Retrieve each line that contains the word "Avenue" from the entries below.

**** Material to process ****

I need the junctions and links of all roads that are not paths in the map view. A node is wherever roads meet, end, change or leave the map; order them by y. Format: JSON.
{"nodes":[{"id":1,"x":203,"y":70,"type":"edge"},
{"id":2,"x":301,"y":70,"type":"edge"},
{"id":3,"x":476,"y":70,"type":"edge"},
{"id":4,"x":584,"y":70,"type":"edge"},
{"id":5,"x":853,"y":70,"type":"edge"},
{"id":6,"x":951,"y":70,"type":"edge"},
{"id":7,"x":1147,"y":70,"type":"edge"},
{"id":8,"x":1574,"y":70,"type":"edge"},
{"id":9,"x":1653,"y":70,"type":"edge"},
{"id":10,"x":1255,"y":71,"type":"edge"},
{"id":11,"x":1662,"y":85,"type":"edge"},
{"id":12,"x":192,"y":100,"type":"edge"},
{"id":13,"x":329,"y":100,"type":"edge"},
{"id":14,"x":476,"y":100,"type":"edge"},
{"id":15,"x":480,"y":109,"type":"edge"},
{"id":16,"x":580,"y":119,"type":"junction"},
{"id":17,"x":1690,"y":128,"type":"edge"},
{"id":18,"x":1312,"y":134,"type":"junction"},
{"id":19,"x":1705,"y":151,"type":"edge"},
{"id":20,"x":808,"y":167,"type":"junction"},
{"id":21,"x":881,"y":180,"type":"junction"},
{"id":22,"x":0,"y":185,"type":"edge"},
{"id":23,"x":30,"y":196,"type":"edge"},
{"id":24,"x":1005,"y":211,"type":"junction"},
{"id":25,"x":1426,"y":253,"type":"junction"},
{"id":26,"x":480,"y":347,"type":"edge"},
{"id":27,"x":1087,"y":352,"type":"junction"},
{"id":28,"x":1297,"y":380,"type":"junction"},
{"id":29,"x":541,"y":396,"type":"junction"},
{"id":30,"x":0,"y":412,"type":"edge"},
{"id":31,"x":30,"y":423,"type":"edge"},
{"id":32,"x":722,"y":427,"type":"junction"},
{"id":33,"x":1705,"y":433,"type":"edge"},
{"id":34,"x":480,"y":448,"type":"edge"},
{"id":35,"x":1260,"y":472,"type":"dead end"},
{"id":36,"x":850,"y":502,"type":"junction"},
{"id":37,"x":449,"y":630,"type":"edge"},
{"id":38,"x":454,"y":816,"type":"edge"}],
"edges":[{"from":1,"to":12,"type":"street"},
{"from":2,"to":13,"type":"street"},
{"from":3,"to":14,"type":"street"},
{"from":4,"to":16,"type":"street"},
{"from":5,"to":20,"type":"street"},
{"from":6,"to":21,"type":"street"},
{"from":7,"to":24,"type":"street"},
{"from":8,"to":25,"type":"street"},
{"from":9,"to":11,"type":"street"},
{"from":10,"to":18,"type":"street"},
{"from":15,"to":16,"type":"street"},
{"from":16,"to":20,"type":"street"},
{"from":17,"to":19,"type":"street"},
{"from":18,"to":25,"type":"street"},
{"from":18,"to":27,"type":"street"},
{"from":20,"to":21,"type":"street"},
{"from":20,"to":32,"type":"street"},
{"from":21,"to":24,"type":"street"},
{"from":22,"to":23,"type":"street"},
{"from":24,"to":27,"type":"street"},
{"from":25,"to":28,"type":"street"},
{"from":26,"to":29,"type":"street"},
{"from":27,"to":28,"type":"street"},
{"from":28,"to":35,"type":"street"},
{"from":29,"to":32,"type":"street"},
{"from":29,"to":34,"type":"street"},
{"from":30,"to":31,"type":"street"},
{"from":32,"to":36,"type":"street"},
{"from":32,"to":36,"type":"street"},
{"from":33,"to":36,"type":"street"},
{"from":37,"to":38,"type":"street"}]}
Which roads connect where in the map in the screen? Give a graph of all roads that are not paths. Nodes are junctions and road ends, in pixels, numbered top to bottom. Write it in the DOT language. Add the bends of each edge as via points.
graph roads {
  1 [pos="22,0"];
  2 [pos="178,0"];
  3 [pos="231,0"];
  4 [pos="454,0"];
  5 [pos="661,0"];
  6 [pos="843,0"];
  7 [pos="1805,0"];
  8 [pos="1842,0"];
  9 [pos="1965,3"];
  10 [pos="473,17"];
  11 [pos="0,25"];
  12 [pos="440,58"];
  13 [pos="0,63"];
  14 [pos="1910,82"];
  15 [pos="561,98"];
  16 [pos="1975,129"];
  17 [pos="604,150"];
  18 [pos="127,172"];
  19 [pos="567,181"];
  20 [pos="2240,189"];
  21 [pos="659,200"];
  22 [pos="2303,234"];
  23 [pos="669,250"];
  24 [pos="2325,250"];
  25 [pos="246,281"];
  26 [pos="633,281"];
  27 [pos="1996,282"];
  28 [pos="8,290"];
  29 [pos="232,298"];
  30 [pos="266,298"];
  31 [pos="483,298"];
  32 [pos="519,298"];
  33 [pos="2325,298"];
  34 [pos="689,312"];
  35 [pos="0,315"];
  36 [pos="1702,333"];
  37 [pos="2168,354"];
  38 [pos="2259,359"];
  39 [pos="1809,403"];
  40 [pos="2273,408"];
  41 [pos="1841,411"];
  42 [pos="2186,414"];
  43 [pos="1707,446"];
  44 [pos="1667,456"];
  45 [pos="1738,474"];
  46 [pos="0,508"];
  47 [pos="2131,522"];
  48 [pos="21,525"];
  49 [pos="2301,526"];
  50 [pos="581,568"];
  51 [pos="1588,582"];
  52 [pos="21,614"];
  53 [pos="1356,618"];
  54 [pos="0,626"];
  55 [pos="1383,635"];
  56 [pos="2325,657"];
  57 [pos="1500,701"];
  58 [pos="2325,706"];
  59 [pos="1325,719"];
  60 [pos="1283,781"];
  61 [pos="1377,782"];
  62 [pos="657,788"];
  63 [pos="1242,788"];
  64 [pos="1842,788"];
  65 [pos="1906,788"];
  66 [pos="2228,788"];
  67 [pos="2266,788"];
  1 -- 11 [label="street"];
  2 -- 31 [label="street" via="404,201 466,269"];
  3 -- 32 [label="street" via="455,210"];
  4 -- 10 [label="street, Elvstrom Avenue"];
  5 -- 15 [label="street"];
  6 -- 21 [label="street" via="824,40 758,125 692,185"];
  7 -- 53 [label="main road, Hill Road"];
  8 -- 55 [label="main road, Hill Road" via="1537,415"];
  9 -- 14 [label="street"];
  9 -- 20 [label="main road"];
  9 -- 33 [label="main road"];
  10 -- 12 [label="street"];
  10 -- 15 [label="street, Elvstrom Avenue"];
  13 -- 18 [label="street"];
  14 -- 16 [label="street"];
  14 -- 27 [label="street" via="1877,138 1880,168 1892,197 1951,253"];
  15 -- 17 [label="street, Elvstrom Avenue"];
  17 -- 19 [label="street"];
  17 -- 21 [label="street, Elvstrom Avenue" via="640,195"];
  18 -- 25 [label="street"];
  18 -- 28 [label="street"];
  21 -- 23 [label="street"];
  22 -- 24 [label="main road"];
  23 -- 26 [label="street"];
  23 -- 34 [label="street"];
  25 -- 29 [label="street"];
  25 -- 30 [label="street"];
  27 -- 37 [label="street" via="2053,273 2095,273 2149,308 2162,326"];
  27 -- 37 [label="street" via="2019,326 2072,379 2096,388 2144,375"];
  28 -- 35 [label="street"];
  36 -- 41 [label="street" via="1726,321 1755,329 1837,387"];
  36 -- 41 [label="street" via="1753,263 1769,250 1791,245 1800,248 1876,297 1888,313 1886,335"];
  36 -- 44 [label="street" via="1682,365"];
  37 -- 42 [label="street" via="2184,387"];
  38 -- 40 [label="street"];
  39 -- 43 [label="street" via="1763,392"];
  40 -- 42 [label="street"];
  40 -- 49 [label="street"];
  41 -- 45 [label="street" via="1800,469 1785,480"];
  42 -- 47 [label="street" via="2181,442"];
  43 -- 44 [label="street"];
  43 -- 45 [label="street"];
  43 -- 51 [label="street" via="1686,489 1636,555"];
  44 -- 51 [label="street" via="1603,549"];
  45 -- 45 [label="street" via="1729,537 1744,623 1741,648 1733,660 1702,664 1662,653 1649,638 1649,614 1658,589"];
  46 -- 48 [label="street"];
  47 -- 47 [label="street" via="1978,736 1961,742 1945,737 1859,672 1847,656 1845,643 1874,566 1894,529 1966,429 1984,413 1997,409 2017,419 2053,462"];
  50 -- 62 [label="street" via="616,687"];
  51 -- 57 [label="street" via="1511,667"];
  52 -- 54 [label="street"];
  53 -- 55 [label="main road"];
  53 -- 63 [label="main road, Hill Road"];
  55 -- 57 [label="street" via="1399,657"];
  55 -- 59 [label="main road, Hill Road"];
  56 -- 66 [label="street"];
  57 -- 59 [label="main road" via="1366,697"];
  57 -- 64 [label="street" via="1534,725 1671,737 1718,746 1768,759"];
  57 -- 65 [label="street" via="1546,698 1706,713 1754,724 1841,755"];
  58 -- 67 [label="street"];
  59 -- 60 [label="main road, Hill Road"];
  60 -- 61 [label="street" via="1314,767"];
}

****

**Exercise output**
  4 -- 10 [label="street, Elvstrom Avenue"];
  10 -- 15 [label="street, Elvstrom Avenue"];
  15 -- 17 [label="street, Elvstrom Avenue"];
  17 -- 21 [label="street, Elvstrom Avenue" via="640,195"];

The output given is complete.